I completely understand the set up and motivation. My first confusion is: does he mean $E[(Y – f(x))]^2$ or $E[(Y – f(x))^2]$? Second, I have never seen the notation $Pr(dx,dy)$. Can someone who has explain its meaning to me? Is it just that $Pr(dx) = Pr(x)dx$? Alas my confusion does not end there,
By conditioning on $X$, we can write $EPE$ as $$\begin{align*}EPE(f) = E_XE_{Y|X}([Y-f(X)]^2|X)\end{align*}$$
I am missing the connection between these two steps, and I am not familiar with the technical definition of "conditioning". Let me know if I can clarify anything! I think most of my confusion has arisen from unfamiliar notation; I am confident that, if someone can break this derivation down into plain English, I'll get it. Thanks stats.SE!
Best Answer
For your first confusion, it should be Expectation of squared error, so it is $E[(Y-f(x))^2].$
For the notation of $Pr(dx,dy)$, it is equal to $g(x,y)\,dx\,dy$, where $g(x,y)$ is the joint pdf of x and y. And $Pr(dx)=f(x)\,dx$, this can be interpreted as the probability of x being within a tiny interval of $[x,x+dx]$ is equal to pdf value at the point $x$, i.e. $f(x)$ times the interval length $dx$.

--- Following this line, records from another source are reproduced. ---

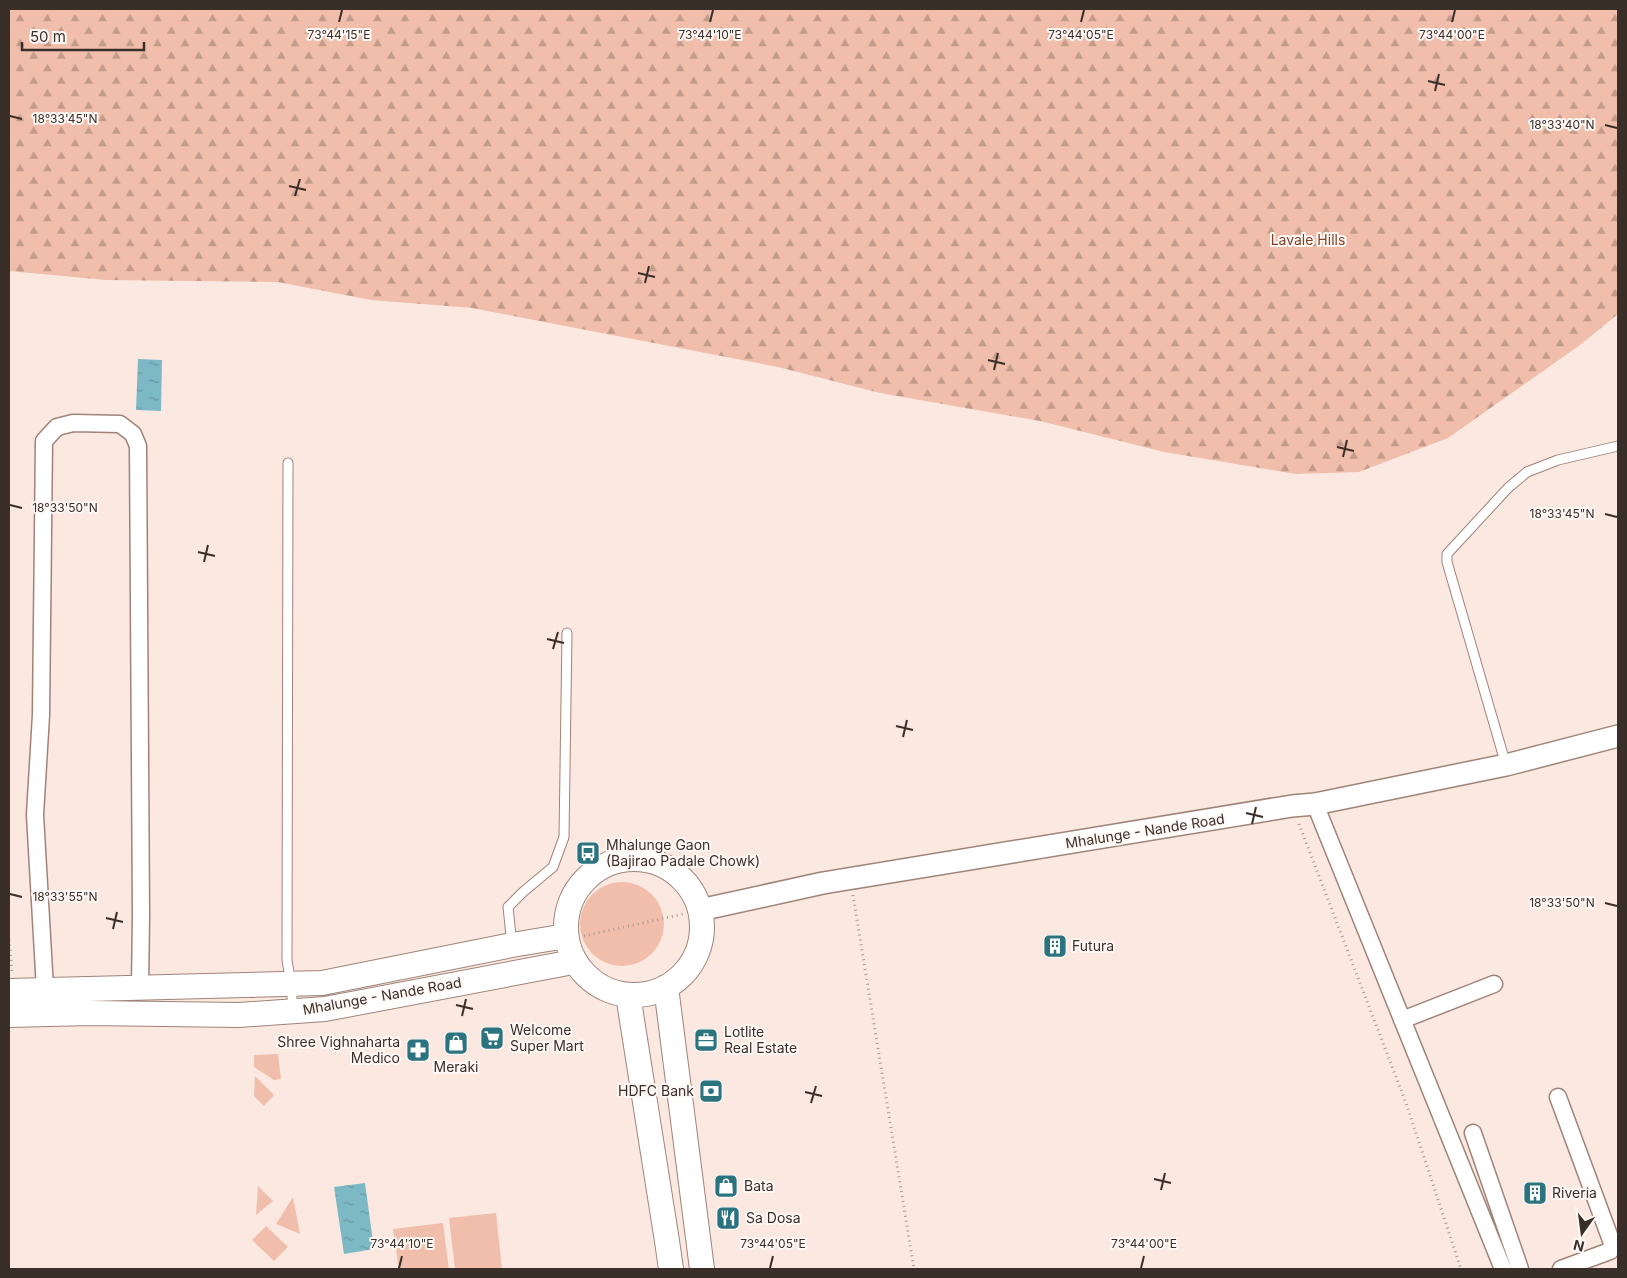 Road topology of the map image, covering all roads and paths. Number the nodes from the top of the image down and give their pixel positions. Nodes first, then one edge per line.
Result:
1 (1618, 446) edge
2 (288, 463) dead end
3 (567, 633) dead end
4 (1618, 736) edge
5 (1506, 765) junction
6 (1315, 804) junction
7 (1292, 806) junction
8 (851, 879) junction
9 (700, 910) junction
10 (566, 936) junction
11 (9, 940) edge
12 (512, 945) junction
13 (573, 962) junction
14 (291, 984) junction
15 (1494, 984) dead end
16 (666, 987) junction
17 (140, 988) junction
18 (45, 989) junction
19 (11, 990) edge
20 (628, 995) junction
21 (293, 1011) junction
22 (9, 1015) edge
23 (1402, 1020) junction
24 (1558, 1097) dead end
25 (1473, 1133) dead end
26 (1496, 1196) junction
27 (1475, 1203) junction
28 (1618, 1258) edge
29 (671, 1269) edge
30 (702, 1269) edge
31 (914, 1269) edge
32 (1461, 1269) edge
33 (1503, 1269) edge
34 (1520, 1269) edge
35 (1561, 1269) edge
36 (1591, 1269) edge

1 - 5 lane
2 - 14 lane
3 - 12 lane
4 - 5 street, Mhalunge - Nande Road
5 - 6 street, Mhalunge - Nande Road
6 - 7 street, Mhalunge - Nande Road
6 - 23 street
7 - 8 street, Mhalunge - Nande Road
7 - 32 path
8 - 9 street, Mhalunge - Nande Road
8 - 31 path
9 - 10 path
9 - 10 main road
9 - 16 main road
10 - 12 main road, Mhalunge - Nande Road
10 - 13 main road
11 - 19 path
12 - 14 main road, Mhalunge - Nande Road
13 - 20 main road
13 - 21 main road, Mhalunge - Nande Road
14 - 17 main road, Mhalunge - Nande Road
14 - 21 lane
15 - 23 street
16 - 20 main road
16 - 30 main road
17 - 18 main road, Mhalunge - Nande Road
17 - 18 street
18 - 19 main road, Mhalunge - Nande Road
20 - 29 main road
21 - 22 main road, Mhalunge - Nande Road
23 - 27 street
24 - 35 street
25 - 26 street
26 - 27 street
26 - 34 street
27 - 33 street
28 - 36 street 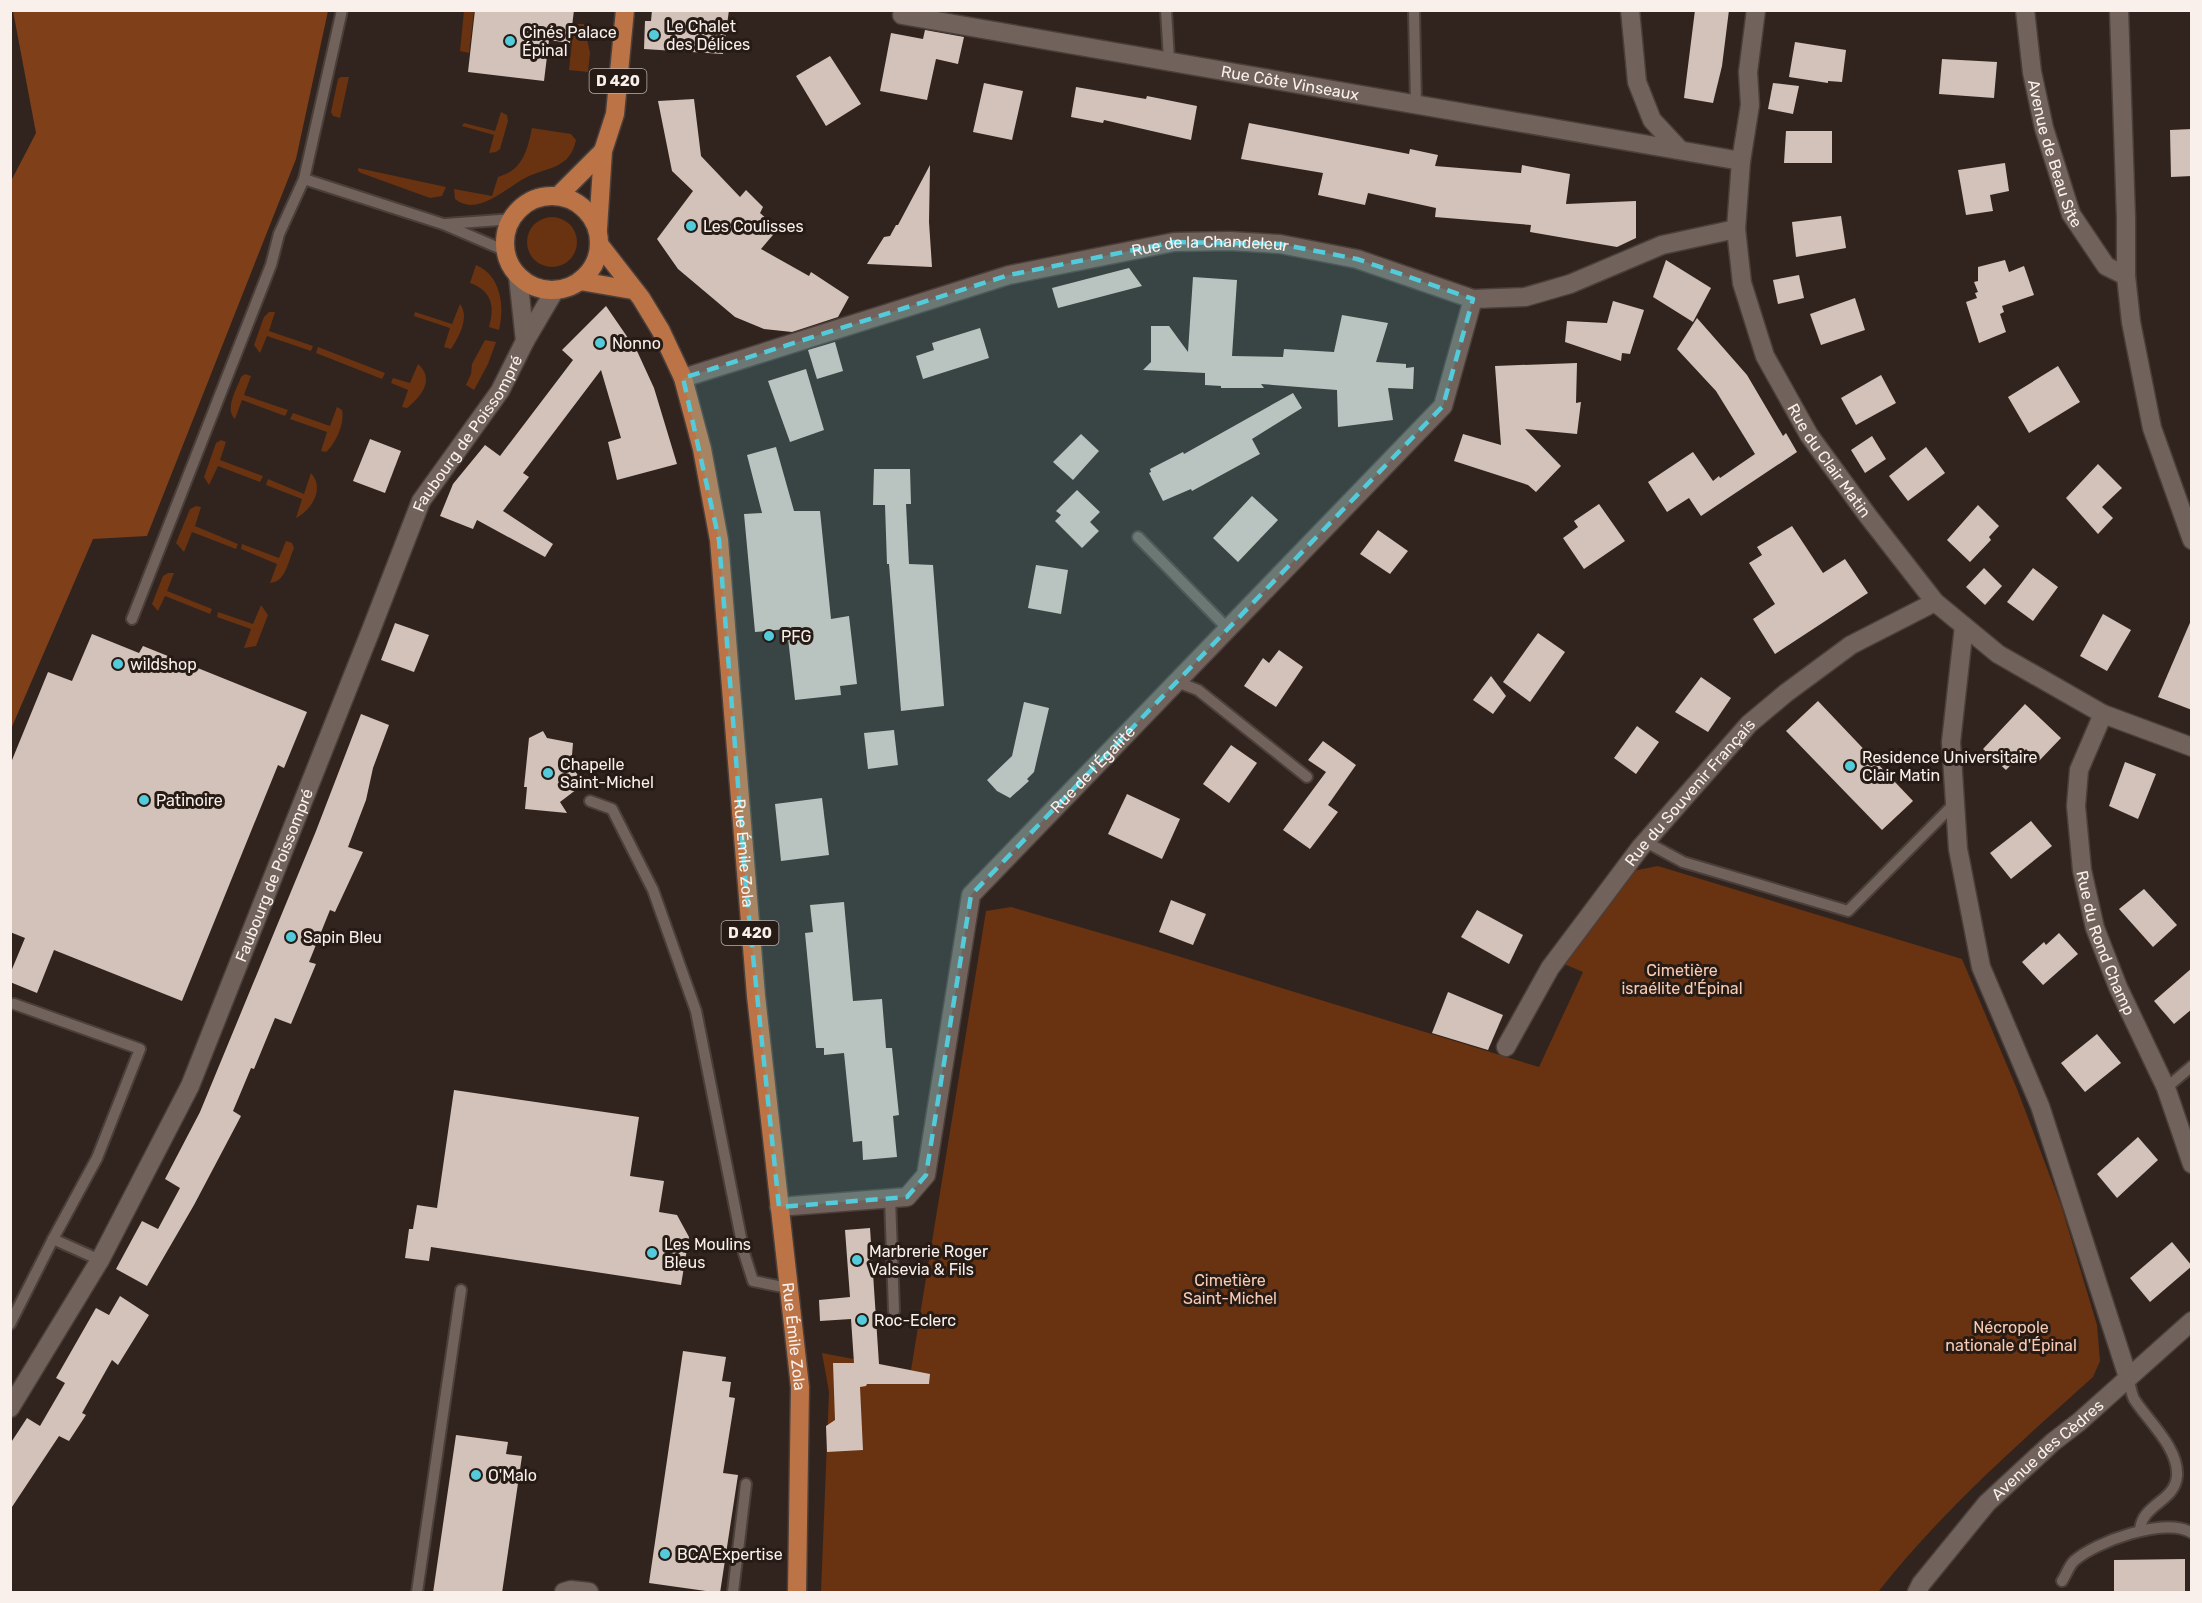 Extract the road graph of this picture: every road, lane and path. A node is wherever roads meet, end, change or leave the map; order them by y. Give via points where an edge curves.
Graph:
1 (342, 10) edge
2 (625, 10) edge
3 (1166, 10) edge
4 (1414, 10) edge
5 (1630, 10) edge
6 (1756, 10) edge
7 (2025, 10) edge
8 (2119, 10) edge
9 (902, 15) dead end
10 (1169, 60) junction
11 (1416, 105) junction
12 (1680, 150) junction
13 (603, 151) junction
14 (1741, 161) junction
15 (304, 179) junction
16 (558, 196) junction
17 (512, 219) junction
18 (443, 224) junction
19 (1736, 229) junction
20 (598, 238) junction
21 (506, 251) junction
22 (518, 276) junction
23 (2126, 276) junction
24 (580, 281) junction
25 (555, 290) junction
26 (632, 290) junction
27 (1473, 299) junction
28 (525, 341) junction
29 (683, 378) junction
30 (1138, 537) dead end
31 (2192, 540) edge
32 (1935, 602) junction
33 (132, 619) dead end
34 (1964, 626) junction
35 (1228, 629) junction
36 (1177, 682) junction
37 (2103, 714) junction
38 (2192, 747) edge
39 (1307, 777) dead end
40 (590, 801) dead end
41 (1955, 803) junction
42 (1646, 842) junction
43 (14, 1004) dead end
44 (1506, 1047) dead end
45 (2192, 1066) edge
46 (2166, 1088) junction
47 (2192, 1164) edge
48 (890, 1198) junction
49 (779, 1207) junction
50 (53, 1239) junction
51 (99, 1260) junction
52 (788, 1288) junction
53 (461, 1290) dead end
54 (894, 1311) dead end
55 (2192, 1321) edge
56 (10, 1324) edge
57 (2128, 1377) junction
58 (10, 1408) edge
59 (746, 1484) dead end
60 (2140, 1531) junction
61 (2192, 1533) edge
62 (2062, 1581) dead end
63 (417, 1593) edge
64 (564, 1593) edge
65 (589, 1593) edge
66 (733, 1593) edge
67 (797, 1593) edge
68 (1917, 1593) edge

1 - 15 lane
2 - 13 main road, D 420 via 615,114
3 - 10 lane
4 - 11 lane
5 - 12 street via 1638,82 1652,120
6 - 14 street, Rue du Clair Matin via 1748,72 1750,105
7 - 23 street, Avenue de Beau Site via 2044,128 2071,214 2106,266
8 - 23 street
9 - 10 street, Rue Côte Vinseaux
10 - 11 street, Rue Côte Vinseaux
11 - 12 street, Rue Côte Vinseaux
12 - 14 street, Rue Côte Vinseaux
13 - 16 main road, D 420
13 - 20 main road, D 420
14 - 19 street, Rue du Clair Matin
15 - 18 lane
15 - 33 lane via 279,234 271,265
16 - 17 main road via 528,202
16 - 20 main road via 574,201 589,213
17 - 18 lane
17 - 21 main road via 505,237
18 - 21 lane
19 - 27 street, Rue de la Chandeleur via 1662,245 1570,284 1525,297
19 - 32 street, Rue du Clair Matin via 1742,283 1765,356 1809,435
20 - 24 main road via 593,265
20 - 26 main road, D 420
21 - 22 main road
22 - 25 main road via 528,285
22 - 28 street, Faubourg de Poissompré
23 - 31 street via 2152,428
24 - 25 main road
24 - 26 main road
25 - 28 street, Faubourg de Poissompré
26 - 29 main road, Rue Émile Zola / D 420 via 661,331
27 - 29 street, Rue de la Chandeleur via 1357,259 1280,244 1174,242 1009,275
27 - 35 street, Rue de l'Égalité via 1443,406
28 - 51 street, Faubourg de Poissompré via 500,391 421,501 190,1086
29 - 49 main road, Rue Émile Zola / D 420 via 702,449 718,540 747,899
30 - 35 lane
32 - 34 street, Rue du Clair Matin
32 - 42 street, Rue du Souvenir Français via 1851,645 1786,693 1749,724
34 - 37 street, Rue du Clair Matin via 1998,654
34 - 41 street via 1952,742
35 - 36 street, Rue de l'Égalité
36 - 39 lane via 1198,690
36 - 48 street, Rue de l'Égalité via 970,895 926,1175 907,1197
37 - 38 street, Rue du Clair Matin
37 - 46 street, Rue du Rond Champ via 2079,770 2076,807 2082,870 2095,928
40 - 52 lane via 612,808 648,880 696,1011 744,1253 753,1281
41 - 42 lane via 1848,910 1683,862
41 - 57 street via 1958,849 1981,967 2040,1106
42 - 44 street, Rue du Souvenir Français via 1550,968
43 - 50 lane via 140,1049 97,1158
45 - 46 lane
46 - 47 street, Rue du Rond Champ
48 - 49 street, Rue de l'Égalité
48 - 54 lane
49 - 52 main road, Rue Émile Zola / D 420
50 - 51 lane
50 - 56 lane
51 - 58 street, Faubourg de Poissompré
52 - 67 main road, Rue Émile Zola / D 420 via 800,1387
53 - 63 lane
55 - 57 street, Avenue des Cèdres
57 - 60 lane via 2133,1398 2175,1458 2177,1477 2171,1492 2140,1521
57 - 68 street, Avenue des Cèdres via 1987,1503
59 - 66 lane
60 - 61 lane via 2174,1527
60 - 62 lane via 2100,1544 2073,1562
64 - 65 street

The equation about the EPE stems from the theorem $E(E(Y|X))=E(Y)$ for any two random variables $X$ and $Y$. You can prove this by using the conditional distribution. The conditional expectation is the expectation calculated using the conditional distribution. The conditional distribution $Y|X$ means the probability of $Y$ after you know something about $X$.
In our case, suppose we denote the squared error as a function $L(x,y)=(y-f(x))^2$, the EPE is calculating
$$\begin{equation}\begin{split}E(L(x,y))&=\int\int L(x,y)g(x,y)dx\,dy \\ &=\int\bigg[\int L(x,y)g(y|x)g(x)dy\bigg]dx \\ &=\int\bigg[\int L(x,y)g(y|x)dy\bigg]g(x)dx \\ &=\int\bigg[E_{Y|X} (L(x,y)\bigg]g(x)dx \\ &=E_X(E_{Y|X} (L(x,y)))\end{split}\end{equation}$$
The outcome of above corresponds to the result you listed. Hope this can help you a bit.